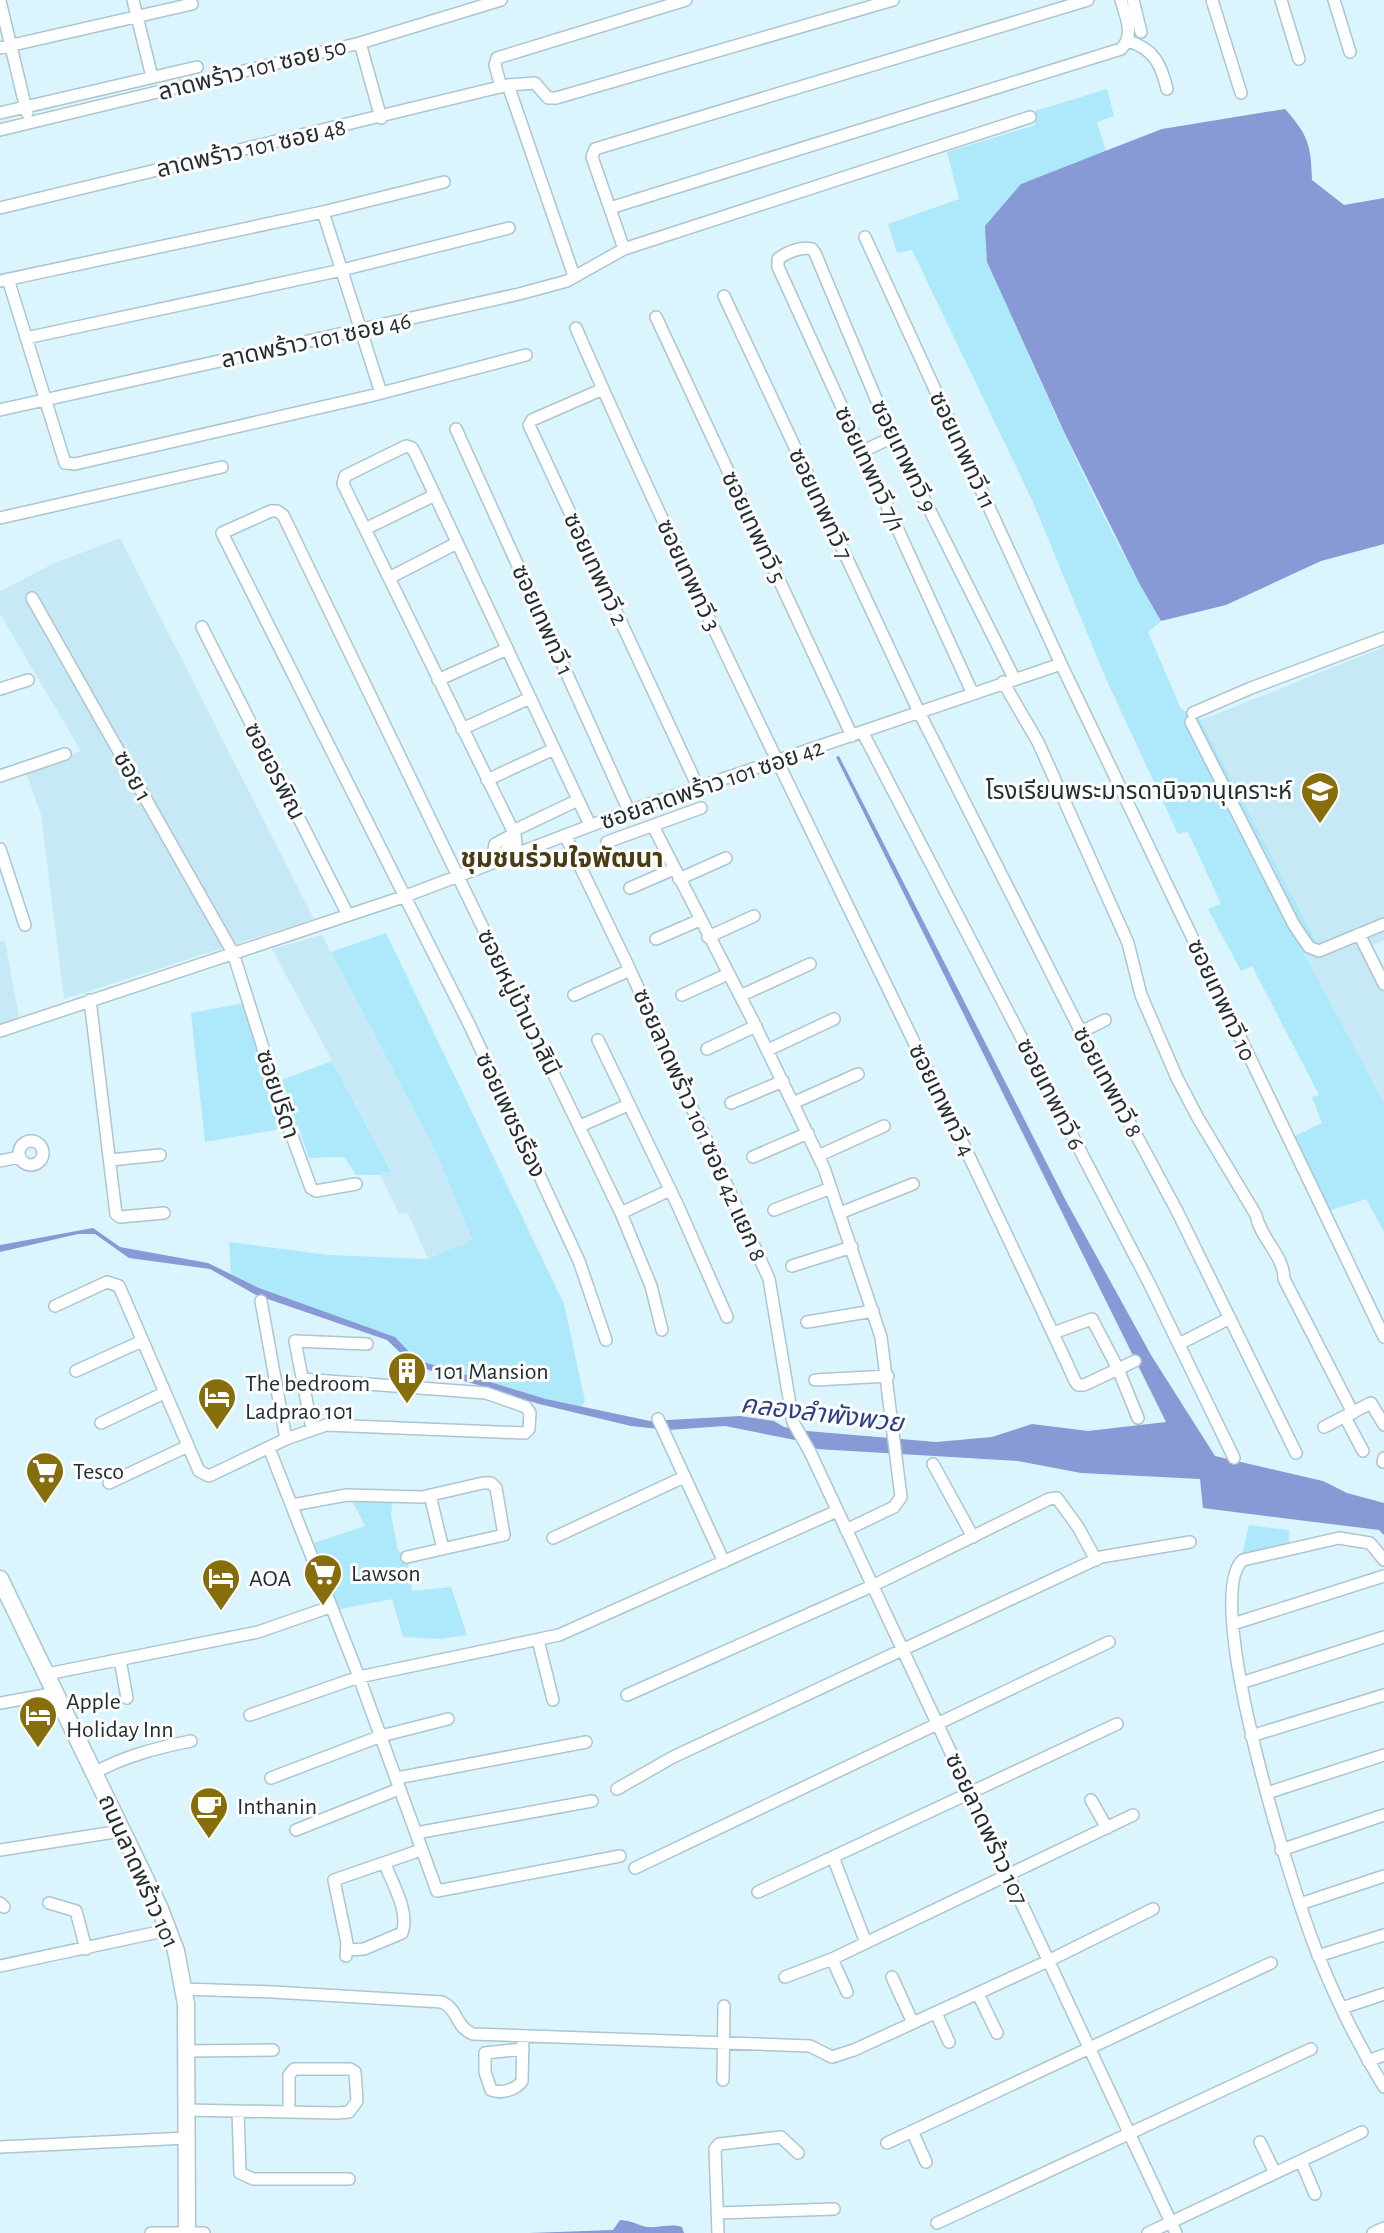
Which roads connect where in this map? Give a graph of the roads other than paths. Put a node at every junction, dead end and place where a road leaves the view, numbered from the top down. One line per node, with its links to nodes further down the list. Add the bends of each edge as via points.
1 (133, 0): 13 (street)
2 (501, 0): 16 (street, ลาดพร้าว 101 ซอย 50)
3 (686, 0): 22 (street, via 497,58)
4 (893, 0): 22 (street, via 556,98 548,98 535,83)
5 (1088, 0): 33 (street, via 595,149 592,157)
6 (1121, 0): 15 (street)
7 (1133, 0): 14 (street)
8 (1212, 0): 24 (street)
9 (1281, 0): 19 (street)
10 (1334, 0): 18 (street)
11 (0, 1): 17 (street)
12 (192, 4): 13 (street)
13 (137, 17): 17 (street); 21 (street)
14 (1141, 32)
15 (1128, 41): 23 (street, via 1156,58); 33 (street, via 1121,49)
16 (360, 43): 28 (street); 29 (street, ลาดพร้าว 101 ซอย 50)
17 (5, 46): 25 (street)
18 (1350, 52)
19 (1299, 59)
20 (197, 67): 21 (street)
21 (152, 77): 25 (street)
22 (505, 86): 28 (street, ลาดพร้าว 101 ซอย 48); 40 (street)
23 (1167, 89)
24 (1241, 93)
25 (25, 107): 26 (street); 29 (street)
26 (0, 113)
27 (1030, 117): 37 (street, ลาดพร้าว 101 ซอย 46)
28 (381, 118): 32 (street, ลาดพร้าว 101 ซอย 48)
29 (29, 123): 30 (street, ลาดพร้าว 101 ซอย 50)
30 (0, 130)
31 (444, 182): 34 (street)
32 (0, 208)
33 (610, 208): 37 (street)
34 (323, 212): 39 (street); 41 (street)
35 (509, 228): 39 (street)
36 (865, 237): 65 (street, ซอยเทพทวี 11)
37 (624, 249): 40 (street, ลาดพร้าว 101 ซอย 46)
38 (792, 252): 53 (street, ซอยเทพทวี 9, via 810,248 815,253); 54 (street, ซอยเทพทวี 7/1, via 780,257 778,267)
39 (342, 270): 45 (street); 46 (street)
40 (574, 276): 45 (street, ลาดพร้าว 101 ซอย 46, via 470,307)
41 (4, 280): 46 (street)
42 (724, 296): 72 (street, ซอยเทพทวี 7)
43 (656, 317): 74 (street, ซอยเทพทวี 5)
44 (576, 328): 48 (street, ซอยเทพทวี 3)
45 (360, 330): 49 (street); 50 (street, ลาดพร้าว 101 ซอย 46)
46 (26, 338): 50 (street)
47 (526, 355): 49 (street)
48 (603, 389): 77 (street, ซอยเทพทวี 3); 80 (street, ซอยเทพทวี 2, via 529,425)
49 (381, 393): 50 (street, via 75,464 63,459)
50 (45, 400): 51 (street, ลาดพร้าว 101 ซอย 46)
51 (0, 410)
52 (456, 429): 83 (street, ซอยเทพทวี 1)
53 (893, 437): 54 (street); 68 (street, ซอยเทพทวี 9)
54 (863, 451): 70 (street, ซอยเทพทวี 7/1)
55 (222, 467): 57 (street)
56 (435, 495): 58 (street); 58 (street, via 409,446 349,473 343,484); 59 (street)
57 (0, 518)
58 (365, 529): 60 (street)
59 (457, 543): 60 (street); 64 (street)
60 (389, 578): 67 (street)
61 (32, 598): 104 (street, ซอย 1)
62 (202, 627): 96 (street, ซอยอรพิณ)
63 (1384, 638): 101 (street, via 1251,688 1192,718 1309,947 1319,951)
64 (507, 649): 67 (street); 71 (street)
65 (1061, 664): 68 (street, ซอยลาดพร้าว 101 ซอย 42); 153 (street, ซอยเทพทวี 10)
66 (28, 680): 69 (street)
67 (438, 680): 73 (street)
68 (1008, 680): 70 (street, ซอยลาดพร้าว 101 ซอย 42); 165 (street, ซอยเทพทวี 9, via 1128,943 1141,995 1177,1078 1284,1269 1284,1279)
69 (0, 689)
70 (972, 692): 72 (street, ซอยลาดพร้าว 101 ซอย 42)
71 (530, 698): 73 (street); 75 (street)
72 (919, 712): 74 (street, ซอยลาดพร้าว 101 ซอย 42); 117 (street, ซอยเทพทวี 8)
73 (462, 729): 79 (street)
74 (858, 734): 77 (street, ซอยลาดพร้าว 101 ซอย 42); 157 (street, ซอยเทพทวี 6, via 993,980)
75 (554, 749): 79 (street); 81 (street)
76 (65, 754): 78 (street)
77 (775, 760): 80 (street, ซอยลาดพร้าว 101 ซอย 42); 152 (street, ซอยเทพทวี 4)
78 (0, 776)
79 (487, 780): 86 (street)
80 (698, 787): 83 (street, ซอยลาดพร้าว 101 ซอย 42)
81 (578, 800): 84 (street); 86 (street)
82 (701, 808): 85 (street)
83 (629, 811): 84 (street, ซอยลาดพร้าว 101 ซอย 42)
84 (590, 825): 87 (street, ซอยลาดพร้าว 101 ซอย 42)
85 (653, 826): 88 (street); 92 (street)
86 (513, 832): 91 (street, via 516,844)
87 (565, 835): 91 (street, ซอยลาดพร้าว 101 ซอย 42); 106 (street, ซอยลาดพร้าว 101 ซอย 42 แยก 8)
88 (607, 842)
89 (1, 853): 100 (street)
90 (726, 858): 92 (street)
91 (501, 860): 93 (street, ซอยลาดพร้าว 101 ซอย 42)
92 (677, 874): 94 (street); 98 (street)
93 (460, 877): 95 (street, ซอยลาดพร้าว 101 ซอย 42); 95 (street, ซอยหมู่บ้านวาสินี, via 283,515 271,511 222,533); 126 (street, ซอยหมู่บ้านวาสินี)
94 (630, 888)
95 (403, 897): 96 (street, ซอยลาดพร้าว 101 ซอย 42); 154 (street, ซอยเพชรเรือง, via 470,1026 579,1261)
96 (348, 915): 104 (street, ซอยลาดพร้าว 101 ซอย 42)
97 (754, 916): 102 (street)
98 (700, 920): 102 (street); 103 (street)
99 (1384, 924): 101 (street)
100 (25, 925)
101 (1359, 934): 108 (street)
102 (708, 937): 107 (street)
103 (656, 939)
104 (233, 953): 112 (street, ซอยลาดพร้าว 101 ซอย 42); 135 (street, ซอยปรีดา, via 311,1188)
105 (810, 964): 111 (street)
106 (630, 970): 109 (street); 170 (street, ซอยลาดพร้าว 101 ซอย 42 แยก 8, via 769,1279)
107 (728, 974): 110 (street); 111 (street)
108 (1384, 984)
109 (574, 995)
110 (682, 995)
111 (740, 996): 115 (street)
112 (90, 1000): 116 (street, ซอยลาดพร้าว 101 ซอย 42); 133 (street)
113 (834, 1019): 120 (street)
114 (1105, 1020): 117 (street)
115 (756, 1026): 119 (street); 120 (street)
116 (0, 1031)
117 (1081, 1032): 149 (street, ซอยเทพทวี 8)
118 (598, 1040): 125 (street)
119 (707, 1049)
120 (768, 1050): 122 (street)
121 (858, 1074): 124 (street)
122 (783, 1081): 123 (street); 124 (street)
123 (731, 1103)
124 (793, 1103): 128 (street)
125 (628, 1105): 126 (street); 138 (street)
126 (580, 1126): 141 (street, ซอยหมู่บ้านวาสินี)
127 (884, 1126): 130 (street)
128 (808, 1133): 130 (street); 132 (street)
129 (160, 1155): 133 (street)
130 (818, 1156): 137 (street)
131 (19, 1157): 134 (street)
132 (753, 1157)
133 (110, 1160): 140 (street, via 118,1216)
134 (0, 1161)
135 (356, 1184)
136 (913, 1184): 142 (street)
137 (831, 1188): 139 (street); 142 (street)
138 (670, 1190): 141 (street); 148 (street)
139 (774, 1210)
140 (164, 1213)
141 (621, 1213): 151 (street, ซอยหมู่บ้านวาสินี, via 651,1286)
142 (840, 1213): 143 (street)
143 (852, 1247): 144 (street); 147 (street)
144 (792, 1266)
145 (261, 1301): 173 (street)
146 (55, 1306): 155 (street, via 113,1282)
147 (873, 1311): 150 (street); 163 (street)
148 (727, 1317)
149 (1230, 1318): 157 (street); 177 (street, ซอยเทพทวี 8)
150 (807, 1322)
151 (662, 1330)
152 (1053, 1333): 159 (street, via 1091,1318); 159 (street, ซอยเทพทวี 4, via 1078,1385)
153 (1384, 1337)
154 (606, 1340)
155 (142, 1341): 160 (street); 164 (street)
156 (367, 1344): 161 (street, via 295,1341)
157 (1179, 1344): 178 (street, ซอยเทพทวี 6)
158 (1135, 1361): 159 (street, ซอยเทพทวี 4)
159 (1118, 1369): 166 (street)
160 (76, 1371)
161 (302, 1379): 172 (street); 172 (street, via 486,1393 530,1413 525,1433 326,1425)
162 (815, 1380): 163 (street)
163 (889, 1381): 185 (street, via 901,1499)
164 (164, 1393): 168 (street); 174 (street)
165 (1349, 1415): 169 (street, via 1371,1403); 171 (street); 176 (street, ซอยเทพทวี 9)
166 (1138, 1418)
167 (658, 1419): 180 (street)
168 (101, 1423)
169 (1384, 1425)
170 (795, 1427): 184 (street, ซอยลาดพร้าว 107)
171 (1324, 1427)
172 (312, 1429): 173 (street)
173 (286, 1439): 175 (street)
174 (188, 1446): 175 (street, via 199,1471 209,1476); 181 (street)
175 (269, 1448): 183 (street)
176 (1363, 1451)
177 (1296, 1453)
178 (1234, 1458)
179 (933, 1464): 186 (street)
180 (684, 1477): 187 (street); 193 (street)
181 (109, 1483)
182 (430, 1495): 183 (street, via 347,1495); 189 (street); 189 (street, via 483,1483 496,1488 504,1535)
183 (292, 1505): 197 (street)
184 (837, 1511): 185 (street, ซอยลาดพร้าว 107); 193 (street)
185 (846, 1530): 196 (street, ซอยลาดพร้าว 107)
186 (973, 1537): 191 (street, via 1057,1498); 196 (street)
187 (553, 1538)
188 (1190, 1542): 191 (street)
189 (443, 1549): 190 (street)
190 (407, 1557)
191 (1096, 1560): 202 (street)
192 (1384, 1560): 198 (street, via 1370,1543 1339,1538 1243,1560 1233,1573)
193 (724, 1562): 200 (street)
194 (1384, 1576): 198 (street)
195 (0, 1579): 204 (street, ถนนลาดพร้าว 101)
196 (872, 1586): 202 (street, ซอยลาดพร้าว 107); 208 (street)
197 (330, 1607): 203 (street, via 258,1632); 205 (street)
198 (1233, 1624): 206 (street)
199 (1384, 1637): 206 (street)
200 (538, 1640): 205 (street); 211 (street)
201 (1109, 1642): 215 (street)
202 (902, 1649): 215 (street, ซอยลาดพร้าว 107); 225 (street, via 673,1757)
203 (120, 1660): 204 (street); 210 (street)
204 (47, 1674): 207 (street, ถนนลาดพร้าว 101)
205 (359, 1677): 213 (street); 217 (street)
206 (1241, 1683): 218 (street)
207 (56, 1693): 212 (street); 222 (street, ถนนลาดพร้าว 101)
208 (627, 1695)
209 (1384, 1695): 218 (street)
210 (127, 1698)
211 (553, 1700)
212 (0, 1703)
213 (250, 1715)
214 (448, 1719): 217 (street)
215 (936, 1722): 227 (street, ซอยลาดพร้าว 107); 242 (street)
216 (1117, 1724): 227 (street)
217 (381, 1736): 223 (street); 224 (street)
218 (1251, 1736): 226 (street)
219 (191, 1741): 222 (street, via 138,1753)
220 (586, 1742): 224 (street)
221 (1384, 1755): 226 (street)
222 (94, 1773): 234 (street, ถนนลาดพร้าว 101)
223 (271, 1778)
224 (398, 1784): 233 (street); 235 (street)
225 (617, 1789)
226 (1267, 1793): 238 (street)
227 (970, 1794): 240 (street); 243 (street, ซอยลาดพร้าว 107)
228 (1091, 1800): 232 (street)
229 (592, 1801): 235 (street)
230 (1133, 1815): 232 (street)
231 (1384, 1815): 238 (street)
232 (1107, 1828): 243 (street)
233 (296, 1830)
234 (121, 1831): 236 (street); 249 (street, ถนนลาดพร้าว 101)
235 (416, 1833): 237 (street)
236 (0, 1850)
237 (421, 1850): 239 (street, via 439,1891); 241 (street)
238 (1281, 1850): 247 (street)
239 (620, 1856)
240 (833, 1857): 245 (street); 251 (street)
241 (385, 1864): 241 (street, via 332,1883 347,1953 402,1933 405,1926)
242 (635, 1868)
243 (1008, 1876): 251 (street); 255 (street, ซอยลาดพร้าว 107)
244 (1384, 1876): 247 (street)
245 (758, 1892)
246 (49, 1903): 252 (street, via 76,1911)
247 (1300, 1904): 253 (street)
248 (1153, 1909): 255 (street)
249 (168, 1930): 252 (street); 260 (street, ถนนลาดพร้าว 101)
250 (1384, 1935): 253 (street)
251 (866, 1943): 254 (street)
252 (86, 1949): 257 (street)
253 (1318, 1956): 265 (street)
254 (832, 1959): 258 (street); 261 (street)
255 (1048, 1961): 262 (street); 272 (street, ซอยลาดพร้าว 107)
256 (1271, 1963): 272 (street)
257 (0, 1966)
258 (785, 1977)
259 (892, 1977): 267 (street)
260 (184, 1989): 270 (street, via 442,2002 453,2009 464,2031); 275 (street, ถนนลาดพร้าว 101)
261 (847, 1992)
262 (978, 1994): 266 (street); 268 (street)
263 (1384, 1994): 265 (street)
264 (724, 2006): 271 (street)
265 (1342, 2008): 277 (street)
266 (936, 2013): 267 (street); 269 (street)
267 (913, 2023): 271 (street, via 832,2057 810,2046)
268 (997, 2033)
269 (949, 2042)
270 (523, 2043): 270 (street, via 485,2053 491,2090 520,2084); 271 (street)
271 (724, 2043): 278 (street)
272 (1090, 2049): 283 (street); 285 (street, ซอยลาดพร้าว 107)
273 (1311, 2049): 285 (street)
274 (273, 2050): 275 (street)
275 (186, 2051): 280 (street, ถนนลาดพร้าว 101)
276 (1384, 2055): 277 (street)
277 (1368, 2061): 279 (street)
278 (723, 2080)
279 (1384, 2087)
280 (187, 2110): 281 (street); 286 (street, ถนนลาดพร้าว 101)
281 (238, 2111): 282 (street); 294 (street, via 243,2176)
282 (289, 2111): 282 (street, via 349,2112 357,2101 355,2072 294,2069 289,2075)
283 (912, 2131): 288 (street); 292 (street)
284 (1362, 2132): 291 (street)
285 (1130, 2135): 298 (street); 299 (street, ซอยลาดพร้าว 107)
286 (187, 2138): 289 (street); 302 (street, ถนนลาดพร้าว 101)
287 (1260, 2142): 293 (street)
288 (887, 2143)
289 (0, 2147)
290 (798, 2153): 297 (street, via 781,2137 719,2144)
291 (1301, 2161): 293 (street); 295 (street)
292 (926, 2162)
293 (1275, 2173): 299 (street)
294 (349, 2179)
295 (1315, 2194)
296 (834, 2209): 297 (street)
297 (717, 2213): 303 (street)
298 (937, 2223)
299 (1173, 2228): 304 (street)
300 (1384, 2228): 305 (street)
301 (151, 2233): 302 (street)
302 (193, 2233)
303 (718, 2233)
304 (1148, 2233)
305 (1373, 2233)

What is being asked: Using the listing above, return all lines where the word "านวาส" occurs.

Answer to the exercise:
93 (460, 877): 95 (street, ซอยลาดพร้าว 101 ซอย 42); 95 (street, ซอยหมู่บ้านวาสินี, via 283,515 271,511 222,533); 126 (street, ซอยหมู่บ้านวาสินี)
126 (580, 1126): 141 (street, ซอยหมู่บ้านวาสินี)
141 (621, 1213): 151 (street, ซอยหมู่บ้านวาสินี, via 651,1286)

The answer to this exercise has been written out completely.